Setelah pelajaran terakhir berakhir, dan semua murid pulang. Cantika dengan tidak sabarannya langsung menyeret Irana keluar dari sekolah. Naik sebuah taxi yang diberhentikan Cantika depan gerbang. Cantika terlihat begitu tidak sabar untuk cepat sampai di sana. Berbeda dengan Irana yang nampak biasa. Tidak. Irana berusaha untuk terlihat biasa. Padahal hatinya tak beda jauh dengan cantika. Tidak menentu. Entah sejak kapan perasaan itu mulai tumbuh. Yang Irana tahu ia sudah menyukai Upravda.
"Gimana?" Ditatapnya Cantika yang sudah terlihat lebih cantik dari sebelumnya. Wajah yang nampak sedikit kusam itu sudah tertutupi.
"Cantik." Cantika tersenyum puas atas ucapan jujur yang Irana berikan.
Irana menoleh ke arah jalanan, diperhatikannya jalanan di mana tidak banyak orang yang berjalan kaki. Seharusnya Irana memakai bedak dan lipstick juga seperti Cantika. Agar tidak malu-maluin Upravda. Lebih tepatnya agar Upravda terus menatap Irana yang terlihat cantik. Seolah Irana benar-benar bersiap untuk menonton Upravda tanding. Namun, Irana tidak peduli. Ia tidak peduli bagaimana tanggapan orang lain terhadapnya. Berusaha tidak peduli jika Upravda mulai tertarik dengan gadis lain yang mungkin menarik perhatiannya di sana. Toh perasaan suka yang Irana miliki hanya sebatas perasaan suka. Irana tidak ingin berharap lebih. Irana sangat tahu bagaimana dunianya dan Upravda yang berbeda.
Taxi itu berhenti tepat di depan gedung sekolah tempat Upravda tanding basket. Setelah Cantika membayar sopir taxi, mereka berdua turun. Berjalan masuk ke dalam dengan langkah pasti. Jika bukan karena sudah berjanji pada Upravda akan datang, Irana akan memilih langsung pulang ke rumah. Tidur siang rasanya lebih menenangkan dari pada berada di tempat ramai yang penuh dengan orang asing.
Cantika yang tidak tahu di mana letak lapangan basketnya pun bertanya pada seseorang. Saat tahu, mereka langsung bergegas ke sana. Ketika sudah di dalam, Cantika menggapai salah satu tangan Irana. Menariknya, membawa gadis itu duduk di deretan bangku yang berada agak ke depan. Mereka sudah pasti duduk bersebelahan. Untung saja masih ada bangku yang kosong. Cantika benci duduk di belakang. Ia tidak bisa melihat jelas Rey. Tidak juga bisa menarik perhatian Rey yang siapa tahu tertarik dengan Cantika. Sekedar informasi, Rey itu sahabatnya Upravda yang juga anak basket.

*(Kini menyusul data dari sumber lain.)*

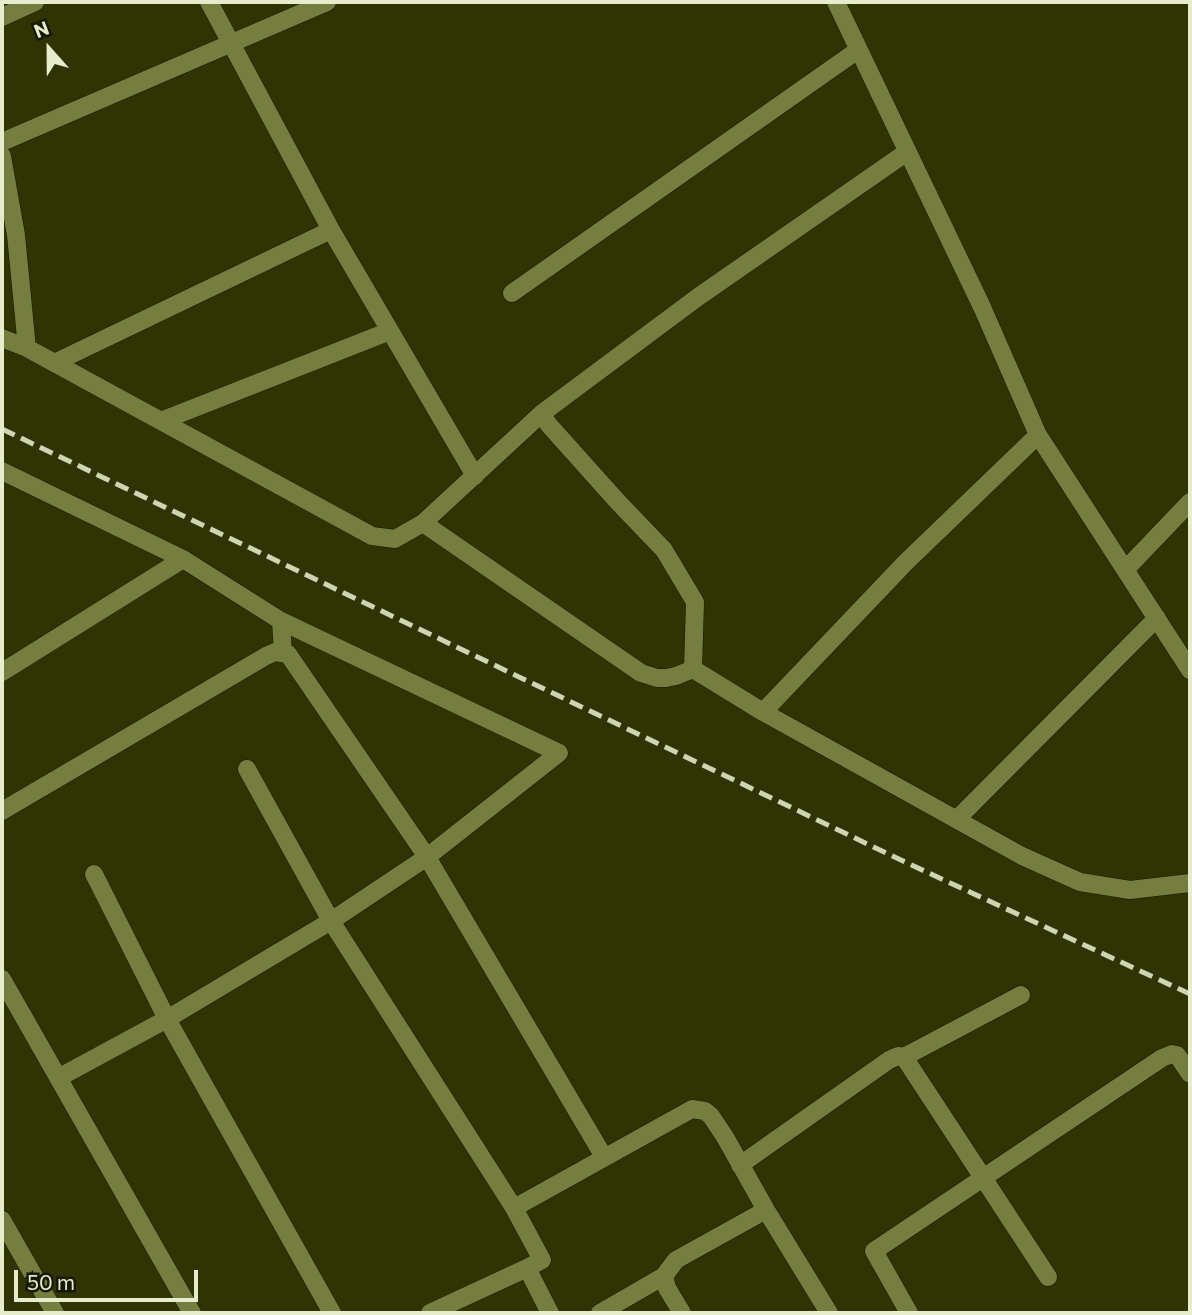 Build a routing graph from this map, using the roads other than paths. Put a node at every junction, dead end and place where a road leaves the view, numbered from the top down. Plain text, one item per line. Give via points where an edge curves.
1 (35, 2) edge
2 (209, 2) edge
3 (327, 2) edge
4 (836, 2) edge
5 (2, 17) edge
6 (231, 43) junction
7 (859, 50) junction
8 (2, 142) edge
9 (907, 152) junction
10 (2, 156) edge
11 (331, 230) junction
12 (512, 293) dead end
13 (390, 331) junction
14 (2, 338) edge
15 (27, 348) junction
16 (54, 363) junction
17 (541, 414) junction
18 (161, 421) junction
19 (1038, 435) junction
20 (3, 474) edge
21 (475, 476) junction
22 (1190, 502) edge
23 (423, 523) junction
24 (183, 559) junction
25 (1126, 569) junction
26 (1157, 618) junction
27 (281, 621) junction
28 (282, 653) junction
29 (693, 670) junction
30 (1190, 670) edge
31 (2, 671) edge
32 (763, 712) junction
33 (247, 769) dead end
34 (2, 811) edge
35 (957, 819) junction
36 (427, 857) junction
37 (94, 874) dead end
38 (1190, 883) edge
39 (331, 921) junction
40 (2, 979) edge
41 (1021, 995) dead end
42 (167, 1019) junction
43 (904, 1057) junction
44 (1190, 1074) edge
45 (58, 1078) junction
46 (604, 1157) junction
47 (740, 1165) junction
48 (983, 1178) junction
49 (514, 1208) junction
50 (766, 1210) junction
51 (2, 1220) edge
52 (8, 1246) edge
53 (527, 1268) junction
54 (664, 1276) junction
55 (1048, 1278) dead end
56 (449, 1309) edge
57 (55, 1313) edge
58 (192, 1313) edge
59 (331, 1313) edge
60 (430, 1313) edge
61 (550, 1313) edge
62 (600, 1313) edge
63 (682, 1313) edge
64 (829, 1313) edge
65 (908, 1313) edge

1 - 5 street
2 - 6 street
3 - 6 street
4 - 7 street
6 - 8 street
6 - 11 street
7 - 9 street
7 - 12 street
9 - 17 street via 698,297
9 - 19 street
10 - 15 street via 16,235
11 - 13 street
11 - 16 street
13 - 18 street
13 - 21 street
14 - 15 street
15 - 16 street
16 - 18 street
17 - 21 street
17 - 29 street via 677,570 695,602
18 - 23 street via 372,536 395,539
19 - 25 street
19 - 32 street via 906,562
20 - 24 street
21 - 23 street
22 - 25 street
23 - 29 street via 642,673 666,678
24 - 27 street
24 - 31 street
25 - 26 street
26 - 30 street
26 - 35 street
27 - 28 street
27 - 36 street via 559,753
28 - 34 street via 266,656
28 - 36 street via 289,656
29 - 32 street
32 - 35 street
33 - 39 street
35 - 38 street via 1080,882 1130,890
36 - 39 street
36 - 46 street
37 - 42 street
39 - 42 street
39 - 49 street
40 - 45 street
41 - 43 street
42 - 45 street
42 - 59 street
43 - 47 street via 889,1060
43 - 48 street
44 - 48 street via 1177,1055 1162,1058
45 - 58 street
46 - 47 street via 692,1109 711,1116
46 - 49 street
47 - 50 street
48 - 55 street
48 - 65 street via 874,1251
49 - 53 street via 542,1260
50 - 54 street via 676,1260
50 - 64 street
51 - 52 street
52 - 57 street
53 - 56 street
53 - 61 street
54 - 62 street
54 - 63 street
56 - 60 street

Pertandingan dimulai dengan menampilkan tim cheerleader dari masing-masing sekolah. Kedua tim tampak memukau. Sorak dari orang-orang yang sudah memenuhi lapangan membuat suasana menjadi ramai dan seru. Tidak lama kemudian, kedua tim basket dari masing-masing sekolah memasuki lapangan. Dapat Irana lihat Upravda yang selalu terlihat bersinar saat memakai pakaian basketnya itu. Jika karakter Upravda harus digambarkan. Wajah juga postur tubuh. Sempurna. Senyumnya yang manis.
Suara pluit ditiup terdengar memenuhi ruangan yang menjadi lapangan basket itu. Pertandingan dimulai. Di situlah wajah semua orang mulai berubah menjadi serius. Menerka-nerka siapa yang akan menjadi juara. Irana berdoa dalam hatinya agar Upravda bisa membawa pulang piala yang biasa tim basket sekolahnya lakukan. Mendapat gelar juara. Irana terus memperhatikan setiap pergerakan yang dilakukan Upravda. Berharap juga lelaki itu tidak mengalami cedera.